You can think about this in different ways. What causes do you care about? Alleviating poverty? Increasing literacy? Protecting the environment? At the end of your life, how would you want to be remembered? How can you use your skills to get to that point?
There are two types of multipotentialites: the ones who can do different things within a particular field and the ones who juggle projects in unrelated domains.
Suppose you’re a psychotherapist who helps young adults face the hurdles of growing up. On top of your full-time job, you have a podcast, blog and YouTube channel, and also host workshops where you share what you know in a digestible way. If we take a closer look at all your gigs, the overarching theme is helping people. How are you doing that? Mostly through education. This tells us how you want to be remembered. As someone who positively impacted people’s lives. Keeping the end in mind helps make sense of the process.
Now, imagine you’re an architect, guitar player and standup comedian. Harder to figure out what connects these interests right? The overarching theme could be that you’re most passionate about delighting people. Whether you give aesthetic pleasure through your architectural designs, stimulate the brain through your compositions and making people laugh with your jokes.
As long as your activities are connected to your overarching goal, they don’t have to make sense to people. The important thing is to do some soul searching and really figure out what matters to you. Don’t worry about people not understanding your dreams or naysayers discrediting your process. You owe it to yourself to pursue everything that gets you fired up.

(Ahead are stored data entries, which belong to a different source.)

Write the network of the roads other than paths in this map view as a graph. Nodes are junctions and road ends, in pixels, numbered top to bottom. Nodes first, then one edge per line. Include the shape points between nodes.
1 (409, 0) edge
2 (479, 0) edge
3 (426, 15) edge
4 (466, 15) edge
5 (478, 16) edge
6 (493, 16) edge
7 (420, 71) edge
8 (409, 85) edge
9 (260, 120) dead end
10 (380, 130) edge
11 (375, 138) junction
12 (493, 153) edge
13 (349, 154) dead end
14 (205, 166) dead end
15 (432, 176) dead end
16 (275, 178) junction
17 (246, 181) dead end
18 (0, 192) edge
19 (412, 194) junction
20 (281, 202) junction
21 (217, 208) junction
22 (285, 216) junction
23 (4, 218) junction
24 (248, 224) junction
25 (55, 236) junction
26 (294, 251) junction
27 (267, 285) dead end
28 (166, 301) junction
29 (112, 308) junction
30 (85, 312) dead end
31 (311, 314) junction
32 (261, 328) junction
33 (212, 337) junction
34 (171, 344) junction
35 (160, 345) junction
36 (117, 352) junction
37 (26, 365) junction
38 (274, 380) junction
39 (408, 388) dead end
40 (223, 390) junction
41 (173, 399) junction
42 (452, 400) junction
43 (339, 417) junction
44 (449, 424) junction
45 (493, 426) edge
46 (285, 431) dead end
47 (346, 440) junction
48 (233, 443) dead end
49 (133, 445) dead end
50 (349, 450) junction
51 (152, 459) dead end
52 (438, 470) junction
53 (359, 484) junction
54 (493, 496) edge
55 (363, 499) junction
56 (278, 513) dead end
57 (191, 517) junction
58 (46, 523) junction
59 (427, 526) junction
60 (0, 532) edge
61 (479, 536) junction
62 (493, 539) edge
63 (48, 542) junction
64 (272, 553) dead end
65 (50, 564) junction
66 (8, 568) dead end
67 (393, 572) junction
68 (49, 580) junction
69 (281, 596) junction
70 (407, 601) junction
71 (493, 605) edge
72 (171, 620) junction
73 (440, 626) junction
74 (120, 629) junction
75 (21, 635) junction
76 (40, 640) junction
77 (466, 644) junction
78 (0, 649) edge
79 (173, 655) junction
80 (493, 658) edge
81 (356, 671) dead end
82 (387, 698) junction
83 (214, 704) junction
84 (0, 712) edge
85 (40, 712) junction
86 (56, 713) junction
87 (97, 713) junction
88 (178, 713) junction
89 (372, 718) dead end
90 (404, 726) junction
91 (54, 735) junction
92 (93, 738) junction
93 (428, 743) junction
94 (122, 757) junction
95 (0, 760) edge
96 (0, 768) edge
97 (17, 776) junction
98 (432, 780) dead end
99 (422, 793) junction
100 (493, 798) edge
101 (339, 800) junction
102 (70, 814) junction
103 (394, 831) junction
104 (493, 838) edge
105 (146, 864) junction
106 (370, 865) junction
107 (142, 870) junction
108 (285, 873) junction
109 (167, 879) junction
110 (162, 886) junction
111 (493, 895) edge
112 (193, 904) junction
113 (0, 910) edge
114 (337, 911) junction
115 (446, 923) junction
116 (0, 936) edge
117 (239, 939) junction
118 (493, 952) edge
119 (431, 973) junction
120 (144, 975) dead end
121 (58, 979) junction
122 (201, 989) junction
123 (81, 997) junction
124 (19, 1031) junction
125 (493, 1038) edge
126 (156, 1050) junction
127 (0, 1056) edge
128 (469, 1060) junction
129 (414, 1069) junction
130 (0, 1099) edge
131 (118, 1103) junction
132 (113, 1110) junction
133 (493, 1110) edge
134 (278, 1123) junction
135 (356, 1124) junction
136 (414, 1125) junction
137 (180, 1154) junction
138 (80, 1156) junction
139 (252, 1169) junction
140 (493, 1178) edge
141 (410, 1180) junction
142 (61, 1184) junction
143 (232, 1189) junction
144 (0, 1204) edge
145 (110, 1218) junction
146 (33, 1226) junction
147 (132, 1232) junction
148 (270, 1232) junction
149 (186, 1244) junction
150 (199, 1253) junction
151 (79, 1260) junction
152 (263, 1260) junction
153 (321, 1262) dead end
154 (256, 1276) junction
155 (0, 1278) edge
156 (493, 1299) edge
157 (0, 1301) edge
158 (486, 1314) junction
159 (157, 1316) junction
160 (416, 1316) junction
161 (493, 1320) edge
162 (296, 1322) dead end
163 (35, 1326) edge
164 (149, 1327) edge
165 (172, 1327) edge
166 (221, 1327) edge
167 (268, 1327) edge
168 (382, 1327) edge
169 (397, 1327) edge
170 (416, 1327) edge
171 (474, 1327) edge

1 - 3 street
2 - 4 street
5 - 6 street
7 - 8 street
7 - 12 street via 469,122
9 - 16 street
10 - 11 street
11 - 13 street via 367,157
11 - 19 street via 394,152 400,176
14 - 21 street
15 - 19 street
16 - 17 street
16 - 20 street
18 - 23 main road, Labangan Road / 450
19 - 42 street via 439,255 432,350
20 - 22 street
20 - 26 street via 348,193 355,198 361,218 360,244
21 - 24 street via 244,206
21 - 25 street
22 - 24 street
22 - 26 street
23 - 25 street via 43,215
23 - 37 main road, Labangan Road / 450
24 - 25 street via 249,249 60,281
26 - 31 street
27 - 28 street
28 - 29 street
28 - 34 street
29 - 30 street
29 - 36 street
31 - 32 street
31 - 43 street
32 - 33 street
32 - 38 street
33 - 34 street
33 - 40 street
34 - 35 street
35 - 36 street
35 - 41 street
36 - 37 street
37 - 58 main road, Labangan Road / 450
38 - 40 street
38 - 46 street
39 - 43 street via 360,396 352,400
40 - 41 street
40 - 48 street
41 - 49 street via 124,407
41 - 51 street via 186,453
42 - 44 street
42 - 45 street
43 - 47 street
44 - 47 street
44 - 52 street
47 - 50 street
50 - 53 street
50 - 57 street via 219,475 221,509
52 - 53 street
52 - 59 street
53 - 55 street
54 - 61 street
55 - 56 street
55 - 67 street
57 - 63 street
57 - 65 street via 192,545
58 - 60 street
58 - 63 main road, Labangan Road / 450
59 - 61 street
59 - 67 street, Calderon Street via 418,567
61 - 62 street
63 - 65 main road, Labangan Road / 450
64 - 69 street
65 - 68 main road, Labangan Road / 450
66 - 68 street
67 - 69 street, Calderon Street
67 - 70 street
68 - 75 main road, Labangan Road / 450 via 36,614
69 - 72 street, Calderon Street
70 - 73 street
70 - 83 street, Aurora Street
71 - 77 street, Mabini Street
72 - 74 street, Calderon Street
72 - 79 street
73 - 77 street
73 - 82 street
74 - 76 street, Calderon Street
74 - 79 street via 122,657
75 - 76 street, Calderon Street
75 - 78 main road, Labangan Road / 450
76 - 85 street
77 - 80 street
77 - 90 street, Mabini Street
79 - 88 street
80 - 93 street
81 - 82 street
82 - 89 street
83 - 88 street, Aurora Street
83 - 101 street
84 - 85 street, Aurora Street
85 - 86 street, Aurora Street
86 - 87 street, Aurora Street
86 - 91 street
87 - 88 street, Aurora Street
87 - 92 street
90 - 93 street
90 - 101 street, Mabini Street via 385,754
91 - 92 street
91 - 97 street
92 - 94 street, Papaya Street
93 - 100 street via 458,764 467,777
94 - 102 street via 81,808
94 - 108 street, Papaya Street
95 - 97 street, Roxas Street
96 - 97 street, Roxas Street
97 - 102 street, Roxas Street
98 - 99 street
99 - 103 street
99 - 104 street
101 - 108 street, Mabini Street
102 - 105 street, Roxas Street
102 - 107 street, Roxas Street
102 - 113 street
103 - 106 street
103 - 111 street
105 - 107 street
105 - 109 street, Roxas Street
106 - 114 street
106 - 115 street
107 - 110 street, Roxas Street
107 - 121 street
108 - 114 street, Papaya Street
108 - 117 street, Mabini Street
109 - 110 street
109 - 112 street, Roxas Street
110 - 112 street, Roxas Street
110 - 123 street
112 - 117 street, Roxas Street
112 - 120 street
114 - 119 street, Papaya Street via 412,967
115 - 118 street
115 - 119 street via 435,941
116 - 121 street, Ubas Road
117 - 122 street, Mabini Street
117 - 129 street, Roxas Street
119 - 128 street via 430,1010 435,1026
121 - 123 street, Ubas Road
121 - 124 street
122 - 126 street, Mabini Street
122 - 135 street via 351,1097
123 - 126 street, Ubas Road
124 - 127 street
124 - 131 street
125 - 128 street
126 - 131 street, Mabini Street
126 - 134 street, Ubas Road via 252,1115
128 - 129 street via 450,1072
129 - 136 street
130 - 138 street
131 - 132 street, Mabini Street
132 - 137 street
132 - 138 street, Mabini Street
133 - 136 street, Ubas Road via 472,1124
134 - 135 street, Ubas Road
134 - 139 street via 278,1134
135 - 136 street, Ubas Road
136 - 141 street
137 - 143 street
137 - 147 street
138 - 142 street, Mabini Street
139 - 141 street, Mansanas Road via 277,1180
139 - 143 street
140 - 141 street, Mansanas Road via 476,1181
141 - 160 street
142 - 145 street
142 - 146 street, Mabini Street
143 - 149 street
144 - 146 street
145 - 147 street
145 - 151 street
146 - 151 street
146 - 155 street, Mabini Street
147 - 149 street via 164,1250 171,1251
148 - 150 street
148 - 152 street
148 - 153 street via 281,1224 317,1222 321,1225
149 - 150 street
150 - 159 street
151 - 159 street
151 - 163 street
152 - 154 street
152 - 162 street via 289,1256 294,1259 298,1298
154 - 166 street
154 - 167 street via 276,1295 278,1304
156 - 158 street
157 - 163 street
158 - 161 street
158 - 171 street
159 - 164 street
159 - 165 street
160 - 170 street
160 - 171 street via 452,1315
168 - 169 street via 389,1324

What can I not live without doing?

For me, the answer is reading and writing. When I read, I’m inspired to keep producing. Even when I was taking science classes in college, I always made sure to add a creative writing class to stimulate that other side of me.
Being aware of what you can’t do without is important in prioritizing. It also allows you to incorporate that into everything you do. Whether I’m taking pictures or producing videos, I know I’m still telling stories. It might be my overarching theme, but it’s what brings everything together for me.
Think about activities that always somehow find their way into your day to day. They may be things you do on your free time and that you also do to some extent at work or for your side hustles. They will tell you more about who you are than anything else.

Will this bring me closer to my long-term vision in a few years?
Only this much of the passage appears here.